-- SOURCE RECORDS --
=======
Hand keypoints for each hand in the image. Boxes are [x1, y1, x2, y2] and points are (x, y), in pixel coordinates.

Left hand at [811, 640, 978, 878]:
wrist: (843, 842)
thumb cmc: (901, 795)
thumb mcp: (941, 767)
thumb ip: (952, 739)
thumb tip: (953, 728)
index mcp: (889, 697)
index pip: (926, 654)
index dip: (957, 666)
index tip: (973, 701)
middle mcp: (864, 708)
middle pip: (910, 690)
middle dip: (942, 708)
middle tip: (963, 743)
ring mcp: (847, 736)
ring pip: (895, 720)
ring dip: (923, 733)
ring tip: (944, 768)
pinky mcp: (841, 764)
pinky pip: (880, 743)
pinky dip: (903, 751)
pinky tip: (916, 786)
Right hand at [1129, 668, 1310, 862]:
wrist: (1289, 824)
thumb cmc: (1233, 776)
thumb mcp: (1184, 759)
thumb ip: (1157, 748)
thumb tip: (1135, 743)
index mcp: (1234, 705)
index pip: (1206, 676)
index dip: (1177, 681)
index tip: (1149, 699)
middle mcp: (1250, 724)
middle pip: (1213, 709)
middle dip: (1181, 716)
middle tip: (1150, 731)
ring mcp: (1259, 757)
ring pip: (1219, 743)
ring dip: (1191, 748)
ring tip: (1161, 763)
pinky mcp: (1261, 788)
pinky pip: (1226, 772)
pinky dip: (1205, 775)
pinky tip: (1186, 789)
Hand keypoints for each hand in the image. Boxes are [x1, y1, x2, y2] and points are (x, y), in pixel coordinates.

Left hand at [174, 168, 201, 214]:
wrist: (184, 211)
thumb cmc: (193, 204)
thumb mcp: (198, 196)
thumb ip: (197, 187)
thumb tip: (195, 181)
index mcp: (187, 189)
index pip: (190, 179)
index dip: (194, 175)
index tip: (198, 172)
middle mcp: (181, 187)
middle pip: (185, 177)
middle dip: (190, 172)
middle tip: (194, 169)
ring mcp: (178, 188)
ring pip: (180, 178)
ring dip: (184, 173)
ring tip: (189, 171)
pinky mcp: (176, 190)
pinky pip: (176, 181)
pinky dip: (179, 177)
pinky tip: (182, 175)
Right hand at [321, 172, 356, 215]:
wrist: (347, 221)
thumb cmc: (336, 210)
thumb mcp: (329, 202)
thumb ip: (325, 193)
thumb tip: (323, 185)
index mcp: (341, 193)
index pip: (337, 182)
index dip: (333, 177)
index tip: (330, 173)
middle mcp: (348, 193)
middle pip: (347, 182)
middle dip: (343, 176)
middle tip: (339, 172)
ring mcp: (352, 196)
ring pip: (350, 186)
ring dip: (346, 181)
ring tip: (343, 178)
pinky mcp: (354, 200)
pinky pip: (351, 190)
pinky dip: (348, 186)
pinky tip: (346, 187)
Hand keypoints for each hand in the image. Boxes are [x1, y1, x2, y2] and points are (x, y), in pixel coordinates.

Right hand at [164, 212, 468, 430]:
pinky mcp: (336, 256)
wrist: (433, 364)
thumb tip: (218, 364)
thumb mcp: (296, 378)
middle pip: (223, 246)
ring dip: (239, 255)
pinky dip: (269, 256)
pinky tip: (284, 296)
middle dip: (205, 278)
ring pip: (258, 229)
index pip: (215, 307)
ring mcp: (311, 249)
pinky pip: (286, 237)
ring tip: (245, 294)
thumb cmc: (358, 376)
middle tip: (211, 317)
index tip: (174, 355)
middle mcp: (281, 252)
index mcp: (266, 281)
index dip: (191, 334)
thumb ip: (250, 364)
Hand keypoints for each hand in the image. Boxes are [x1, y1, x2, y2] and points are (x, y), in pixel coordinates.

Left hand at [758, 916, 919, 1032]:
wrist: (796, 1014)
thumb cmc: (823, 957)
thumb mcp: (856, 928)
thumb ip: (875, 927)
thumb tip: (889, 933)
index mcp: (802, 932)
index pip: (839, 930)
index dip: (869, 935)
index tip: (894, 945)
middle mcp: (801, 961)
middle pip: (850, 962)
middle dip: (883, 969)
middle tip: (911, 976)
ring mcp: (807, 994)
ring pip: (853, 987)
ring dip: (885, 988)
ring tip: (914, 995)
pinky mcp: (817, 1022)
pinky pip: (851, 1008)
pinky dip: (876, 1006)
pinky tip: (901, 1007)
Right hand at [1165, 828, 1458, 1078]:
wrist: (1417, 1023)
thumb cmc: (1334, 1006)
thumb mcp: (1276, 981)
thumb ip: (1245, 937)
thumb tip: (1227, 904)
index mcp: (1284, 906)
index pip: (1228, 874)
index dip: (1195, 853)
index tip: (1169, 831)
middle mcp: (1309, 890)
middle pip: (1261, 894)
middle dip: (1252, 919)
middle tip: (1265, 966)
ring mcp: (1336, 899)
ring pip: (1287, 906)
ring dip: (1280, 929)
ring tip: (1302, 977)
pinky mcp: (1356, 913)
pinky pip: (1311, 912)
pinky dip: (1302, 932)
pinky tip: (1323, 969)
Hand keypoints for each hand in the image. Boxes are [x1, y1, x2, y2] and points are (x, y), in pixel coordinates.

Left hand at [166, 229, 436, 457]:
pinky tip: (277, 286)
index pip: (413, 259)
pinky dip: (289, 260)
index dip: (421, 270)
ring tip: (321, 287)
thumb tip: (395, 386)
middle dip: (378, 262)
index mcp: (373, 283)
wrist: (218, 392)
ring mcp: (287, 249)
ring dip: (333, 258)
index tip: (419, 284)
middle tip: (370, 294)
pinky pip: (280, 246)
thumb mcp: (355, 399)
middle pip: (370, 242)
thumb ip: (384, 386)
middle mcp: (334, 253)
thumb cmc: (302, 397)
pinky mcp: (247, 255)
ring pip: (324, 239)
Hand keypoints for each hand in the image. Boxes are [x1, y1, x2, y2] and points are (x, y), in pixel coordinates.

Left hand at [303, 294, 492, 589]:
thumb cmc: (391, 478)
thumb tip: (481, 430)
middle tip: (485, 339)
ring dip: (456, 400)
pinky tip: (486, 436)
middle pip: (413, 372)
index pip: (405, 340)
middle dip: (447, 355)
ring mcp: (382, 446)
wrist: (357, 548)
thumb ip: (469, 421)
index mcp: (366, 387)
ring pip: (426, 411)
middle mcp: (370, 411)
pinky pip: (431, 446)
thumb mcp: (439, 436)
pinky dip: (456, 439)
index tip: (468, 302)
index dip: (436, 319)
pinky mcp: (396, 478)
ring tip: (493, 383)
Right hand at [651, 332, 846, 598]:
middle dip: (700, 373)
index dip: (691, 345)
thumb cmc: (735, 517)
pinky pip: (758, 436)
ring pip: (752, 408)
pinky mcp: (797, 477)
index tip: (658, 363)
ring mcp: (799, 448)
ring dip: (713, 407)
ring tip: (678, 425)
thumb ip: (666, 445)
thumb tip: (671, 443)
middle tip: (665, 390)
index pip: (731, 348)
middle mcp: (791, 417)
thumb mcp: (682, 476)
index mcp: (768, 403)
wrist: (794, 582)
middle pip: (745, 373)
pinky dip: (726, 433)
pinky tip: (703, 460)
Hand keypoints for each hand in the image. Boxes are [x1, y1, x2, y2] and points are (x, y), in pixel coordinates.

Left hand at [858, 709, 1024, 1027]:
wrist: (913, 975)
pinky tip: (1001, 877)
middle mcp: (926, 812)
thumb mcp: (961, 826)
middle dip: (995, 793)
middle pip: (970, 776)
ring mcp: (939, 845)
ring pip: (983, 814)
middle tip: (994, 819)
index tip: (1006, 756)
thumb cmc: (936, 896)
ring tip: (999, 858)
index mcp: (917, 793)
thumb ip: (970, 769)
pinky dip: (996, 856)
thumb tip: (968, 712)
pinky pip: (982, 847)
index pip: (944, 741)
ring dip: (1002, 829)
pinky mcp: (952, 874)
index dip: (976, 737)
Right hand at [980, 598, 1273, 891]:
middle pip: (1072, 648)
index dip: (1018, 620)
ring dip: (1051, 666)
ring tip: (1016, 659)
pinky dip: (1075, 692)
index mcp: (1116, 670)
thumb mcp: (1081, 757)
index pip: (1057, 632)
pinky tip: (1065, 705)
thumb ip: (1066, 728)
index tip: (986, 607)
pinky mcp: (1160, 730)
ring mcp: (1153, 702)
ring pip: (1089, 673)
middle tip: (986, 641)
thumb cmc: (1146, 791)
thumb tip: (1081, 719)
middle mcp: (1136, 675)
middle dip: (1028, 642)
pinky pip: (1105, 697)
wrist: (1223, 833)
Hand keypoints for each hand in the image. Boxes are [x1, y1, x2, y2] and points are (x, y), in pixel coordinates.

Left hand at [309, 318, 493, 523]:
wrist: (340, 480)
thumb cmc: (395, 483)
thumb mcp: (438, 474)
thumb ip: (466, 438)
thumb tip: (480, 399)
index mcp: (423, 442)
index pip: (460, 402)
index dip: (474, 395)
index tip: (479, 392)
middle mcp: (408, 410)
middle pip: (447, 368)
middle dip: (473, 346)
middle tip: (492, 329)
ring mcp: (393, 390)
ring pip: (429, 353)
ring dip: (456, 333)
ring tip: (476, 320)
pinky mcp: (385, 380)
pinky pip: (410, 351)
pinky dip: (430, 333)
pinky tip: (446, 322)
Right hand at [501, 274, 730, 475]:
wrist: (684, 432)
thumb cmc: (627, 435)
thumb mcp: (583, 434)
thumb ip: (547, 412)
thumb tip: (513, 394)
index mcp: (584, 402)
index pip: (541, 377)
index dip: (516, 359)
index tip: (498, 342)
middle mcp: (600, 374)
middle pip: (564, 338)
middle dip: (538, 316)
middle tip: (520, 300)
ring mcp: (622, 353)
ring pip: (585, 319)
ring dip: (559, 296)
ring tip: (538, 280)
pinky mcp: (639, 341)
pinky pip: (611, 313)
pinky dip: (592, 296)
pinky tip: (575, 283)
=======
-- YOUR OBJECTIVE --
Every line with "Right" in it should be copied from the entries above.

-- COMPLETED TASK --
Right hand at [1129, 668, 1310, 862]:
Right hand at [321, 172, 356, 215]:
Right hand at [164, 212, 468, 430]:
Right hand at [1165, 828, 1458, 1078]:
Right hand at [651, 332, 846, 598]:
Right hand at [980, 598, 1273, 891]:
Right hand at [501, 274, 730, 475]:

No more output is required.